Money has corrupted our political system. Both of our major political parties have been corrupted by campaign contributions, especially from corporate interests. The idea of getting money out of politics has broad appeal, but there is one major and important obstacle to doing so – the First Amendment, which guarantees freedom of speech and freedom of the press.
Offering candidates the option of public financing of their campaigns in exchange for their acceptance of limitations on accepting large contributions is one way to limit the corrupting influence of money. We can and should put an end to “dark money” being spent to influence voters. We already require candidates to identify donors who contribute more than $200 to their campaigns. The same disclosure requirements should apply to super-PACs operating as 501 (c) 4 organizations.
Legislation that has been introduced in Congress:
“The Government by the People Act” [H. R. 20] establishes a program for small individual donations to campaigns for public office. It allows: (1) individual taxpayers a refundable tax credit of 50% of qualified congressional House campaign contributions (i.e., cash contributions by an individual to a candidate for the House of Representatives or a political committee established and maintained by a national political party, to be known as “My Voice Federal” contributions); and (2) individual taxpayers to designate a portion of any overpayment of tax as a contribution to the Freedom From Influence Fund.
Major party platforms on this issue:
The Democratic Party platform:
“We will fight for real campaign finance reform now.” And “we need to amplify the voices of the American people through a small donor matching public financing system.”
“Our vision for American democracy is a nation in which all people, regardless of their income, can participate in the political process and can run for office without needing to depend on large contributions from the wealthy and the powerful.”
The Republican Party platform does not, to the best of our knowledge, call for any legislation on this issue.
Polling on this issue:
Public funding of congressional elections is supported by 49% of voters, with 26% opposed and 23% neutral. This included 59% of Democratic voters, with 16% opposed and 22% neutral; 44% of independent voters, with 26% opposed and 28% neutral; and 41% of Republican voters, with 35% opposed and 21% neutral. (From a poll by GBA Strategies.)
A tax rebate for the first one hundred dollars in small-dollar donations taxpayers give to congressional campaigns is supported by 45% of voters, with 33% opposed and 20% neutral. This included 49% of Democratic voters, with 26% opposed and 23% neutral; 41% of independent voters, with 40% opposed and 17% neutral; and 43% of Republican voters, with 37% opposed and 18% neutral. (From a poll by GBA Strategies.).

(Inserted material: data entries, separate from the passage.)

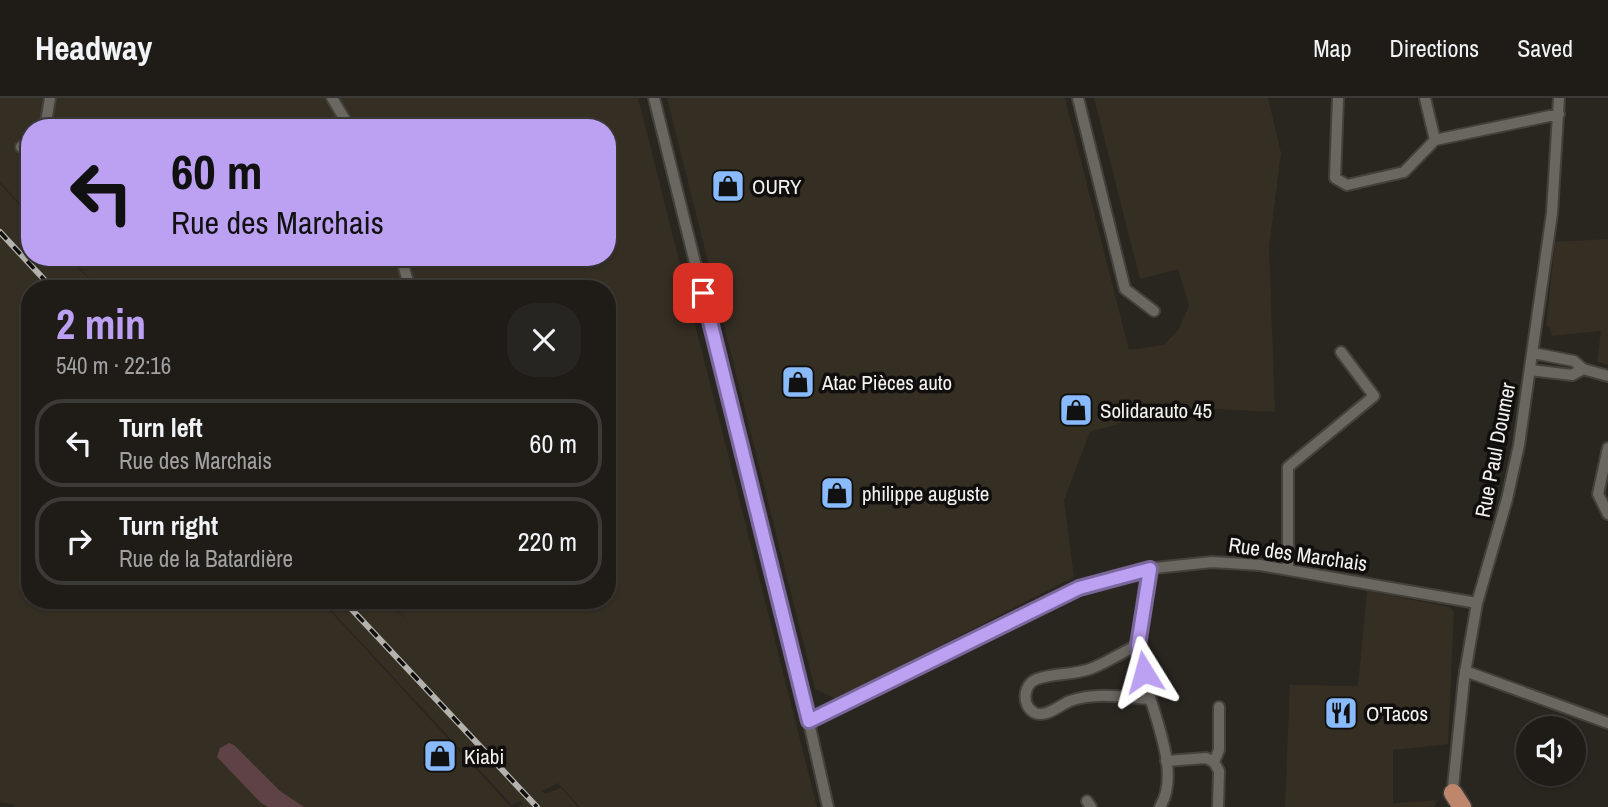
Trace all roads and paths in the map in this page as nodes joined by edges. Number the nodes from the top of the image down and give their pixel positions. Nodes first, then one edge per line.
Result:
1 (50, 98) edge
2 (332, 98) edge
3 (654, 98) edge
4 (1077, 98) edge
5 (1338, 98) edge
6 (1425, 98) edge
7 (1559, 98) edge
8 (1559, 114) junction
9 (46, 119) edge
10 (345, 119) edge
11 (1435, 140) junction
12 (1154, 311) dead end
13 (1341, 352) dead end
14 (1533, 353) junction
15 (1583, 369) junction
16 (1530, 370) junction
17 (1608, 376) edge
18 (1608, 448) edge
19 (1608, 514) edge
20 (1150, 569) junction
21 (1288, 570) junction
22 (1477, 603) junction
23 (1138, 645) junction
24 (1465, 671) junction
25 (1150, 699) junction
26 (1219, 707) dead end
27 (809, 721) junction
28 (1608, 723) edge
29 (1166, 761) junction
30 (1214, 762) junction
31 (1453, 803) edge
32 (828, 807) edge
33 (1160, 807) edge
34 (1218, 807) edge

1 - 9 street
2 - 10 street
3 - 27 street
4 - 12 street
5 - 11 street
6 - 11 street
7 - 8 street, Rue Paul Doumer
8 - 11 street
8 - 14 street, Rue Paul Doumer
13 - 21 street
14 - 15 street
14 - 16 street, Rue Paul Doumer
15 - 16 street
15 - 17 street
16 - 22 street, Rue Paul Doumer
18 - 19 street
20 - 21 street, Rue des Marchais
20 - 23 street
20 - 27 street, Rue des Marchais
21 - 22 street, Rue des Marchais
22 - 24 street, Rue Paul Doumer
23 - 25 street
23 - 25 street
24 - 28 street
24 - 31 street, Rue Paul Doumer
25 - 29 street
26 - 30 street
27 - 32 street
29 - 30 street
29 - 33 street
30 - 34 street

Some people contribute money to political campaigns because they believe in the candidate or the cause and want to contribute. Some people (primarily the “artificial persons” known as corporations, and some extremely wealthy individuals) contribute huge amounts of money designed to gain access to, and influence with, our elected representatives.
Determining the exact point at which a line is crossed from support to bribery, is somewhat subjective. However, it is clear to even the most casual observers that money has corrupted our system and that corporate interests (Wall Street, mega banks, and mulit-national corporations) have gained effective control of our government. Government of, by, and for the people has been perverted into government by and for corporate interests.